Task to complete
Take the records below and set them down exactly, so that every line matches the original.

Provided data
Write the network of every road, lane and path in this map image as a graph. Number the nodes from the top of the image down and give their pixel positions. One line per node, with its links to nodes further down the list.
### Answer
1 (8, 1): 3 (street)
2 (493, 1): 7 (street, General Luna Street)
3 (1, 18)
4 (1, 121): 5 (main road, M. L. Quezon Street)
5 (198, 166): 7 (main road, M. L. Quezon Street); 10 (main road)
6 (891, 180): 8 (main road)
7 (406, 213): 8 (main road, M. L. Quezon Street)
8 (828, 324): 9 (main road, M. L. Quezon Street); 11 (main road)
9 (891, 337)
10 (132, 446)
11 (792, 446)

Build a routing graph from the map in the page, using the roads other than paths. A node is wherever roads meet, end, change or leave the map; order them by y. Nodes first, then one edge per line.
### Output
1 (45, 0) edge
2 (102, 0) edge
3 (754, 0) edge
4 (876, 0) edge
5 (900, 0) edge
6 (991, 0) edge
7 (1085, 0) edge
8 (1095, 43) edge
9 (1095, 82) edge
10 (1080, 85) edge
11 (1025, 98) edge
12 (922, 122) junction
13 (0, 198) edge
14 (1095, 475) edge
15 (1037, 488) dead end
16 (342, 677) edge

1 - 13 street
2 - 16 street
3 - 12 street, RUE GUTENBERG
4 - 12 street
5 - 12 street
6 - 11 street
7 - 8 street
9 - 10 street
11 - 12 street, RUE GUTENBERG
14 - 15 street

Result of this exercise
Write the network of every road, lane and path in this map image as a graph. Number the nodes from the top of the image down and give their pixel positions. One line per node, with its links to nodes further down the list.
### Answer
1 (8, 1): 3 (street)
2 (493, 1): 7 (street, General Luna Street)
3 (1, 18)
4 (1, 121): 5 (main road, M. L. Quezon Street)
5 (198, 166): 7 (main road, M. L. Quezon Street); 10 (main road)
6 (891, 180): 8 (main road)
7 (406, 213): 8 (main road, M. L. Quezon Street)
8 (828, 324): 9 (main road, M. L. Quezon Street); 11 (main road)
9 (891, 337)
10 (132, 446)
11 (792, 446)

Build a routing graph from the map in the page, using the roads other than paths. A node is wherever roads meet, end, change or leave the map; order them by y. Nodes first, then one edge per line.
### Output
1 (45, 0) edge
2 (102, 0) edge
3 (754, 0) edge
4 (876, 0) edge
5 (900, 0) edge
6 (991, 0) edge
7 (1085, 0) edge
8 (1095, 43) edge
9 (1095, 82) edge
10 (1080, 85) edge
11 (1025, 98) edge
12 (922, 122) junction
13 (0, 198) edge
14 (1095, 475) edge
15 (1037, 488) dead end
16 (342, 677) edge

1 - 13 street
2 - 16 street
3 - 12 street, RUE GUTENBERG
4 - 12 street
5 - 12 street
6 - 11 street
7 - 8 street
9 - 10 street
11 - 12 street, RUE GUTENBERG
14 - 15 street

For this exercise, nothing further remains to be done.